* [EXERCISE DIRECTIONS]
The answer should contain all of the data, retyped without any alteration.

Source data
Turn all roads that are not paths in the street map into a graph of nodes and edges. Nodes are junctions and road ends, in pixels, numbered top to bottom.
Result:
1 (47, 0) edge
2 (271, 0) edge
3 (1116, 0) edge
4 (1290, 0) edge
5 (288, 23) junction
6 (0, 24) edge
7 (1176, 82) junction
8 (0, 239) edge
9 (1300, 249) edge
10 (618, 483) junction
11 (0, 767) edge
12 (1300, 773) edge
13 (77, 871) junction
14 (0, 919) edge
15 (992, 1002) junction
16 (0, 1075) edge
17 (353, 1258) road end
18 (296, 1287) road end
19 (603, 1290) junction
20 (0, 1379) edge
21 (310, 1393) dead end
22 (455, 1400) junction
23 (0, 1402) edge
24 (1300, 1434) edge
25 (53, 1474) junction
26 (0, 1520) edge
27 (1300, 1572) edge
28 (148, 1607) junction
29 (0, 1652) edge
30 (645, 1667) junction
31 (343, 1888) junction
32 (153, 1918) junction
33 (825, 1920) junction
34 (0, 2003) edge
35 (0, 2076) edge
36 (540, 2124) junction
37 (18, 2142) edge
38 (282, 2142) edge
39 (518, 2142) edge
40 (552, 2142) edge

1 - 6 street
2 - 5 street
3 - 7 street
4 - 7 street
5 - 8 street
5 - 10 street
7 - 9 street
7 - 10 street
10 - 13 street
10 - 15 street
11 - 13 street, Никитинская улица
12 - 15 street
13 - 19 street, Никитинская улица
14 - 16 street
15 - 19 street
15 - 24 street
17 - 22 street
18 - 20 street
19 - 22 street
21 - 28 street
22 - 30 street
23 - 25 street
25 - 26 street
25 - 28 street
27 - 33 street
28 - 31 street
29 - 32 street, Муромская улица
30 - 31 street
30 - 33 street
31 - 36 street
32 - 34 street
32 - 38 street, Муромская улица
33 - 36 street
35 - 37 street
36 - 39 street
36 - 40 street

* [EXERCISE ANSWER]
Turn all roads that are not paths in the street map into a graph of nodes and edges. Nodes are junctions and road ends, in pixels, numbered top to bottom.
Result:
1 (47, 0) edge
2 (271, 0) edge
3 (1116, 0) edge
4 (1290, 0) edge
5 (288, 23) junction
6 (0, 24) edge
7 (1176, 82) junction
8 (0, 239) edge
9 (1300, 249) edge
10 (618, 483) junction
11 (0, 767) edge
12 (1300, 773) edge
13 (77, 871) junction
14 (0, 919) edge
15 (992, 1002) junction
16 (0, 1075) edge
17 (353, 1258) road end
18 (296, 1287) road end
19 (603, 1290) junction
20 (0, 1379) edge
21 (310, 1393) dead end
22 (455, 1400) junction
23 (0, 1402) edge
24 (1300, 1434) edge
25 (53, 1474) junction
26 (0, 1520) edge
27 (1300, 1572) edge
28 (148, 1607) junction
29 (0, 1652) edge
30 (645, 1667) junction
31 (343, 1888) junction
32 (153, 1918) junction
33 (825, 1920) junction
34 (0, 2003) edge
35 (0, 2076) edge
36 (540, 2124) junction
37 (18, 2142) edge
38 (282, 2142) edge
39 (518, 2142) edge
40 (552, 2142) edge

1 - 6 street
2 - 5 street
3 - 7 street
4 - 7 street
5 - 8 street
5 - 10 street
7 - 9 street
7 - 10 street
10 - 13 street
10 - 15 street
11 - 13 street, Никитинская улица
12 - 15 street
13 - 19 street, Никитинская улица
14 - 16 street
15 - 19 street
15 - 24 street
17 - 22 street
18 - 20 street
19 - 22 street
21 - 28 street
22 - 30 street
23 - 25 street
25 - 26 street
25 - 28 street
27 - 33 street
28 - 31 street
29 - 32 street, Муромская улица
30 - 31 street
30 - 33 street
31 - 36 street
32 - 34 street
32 - 38 street, Муромская улица
33 - 36 street
35 - 37 street
36 - 39 street
36 - 40 street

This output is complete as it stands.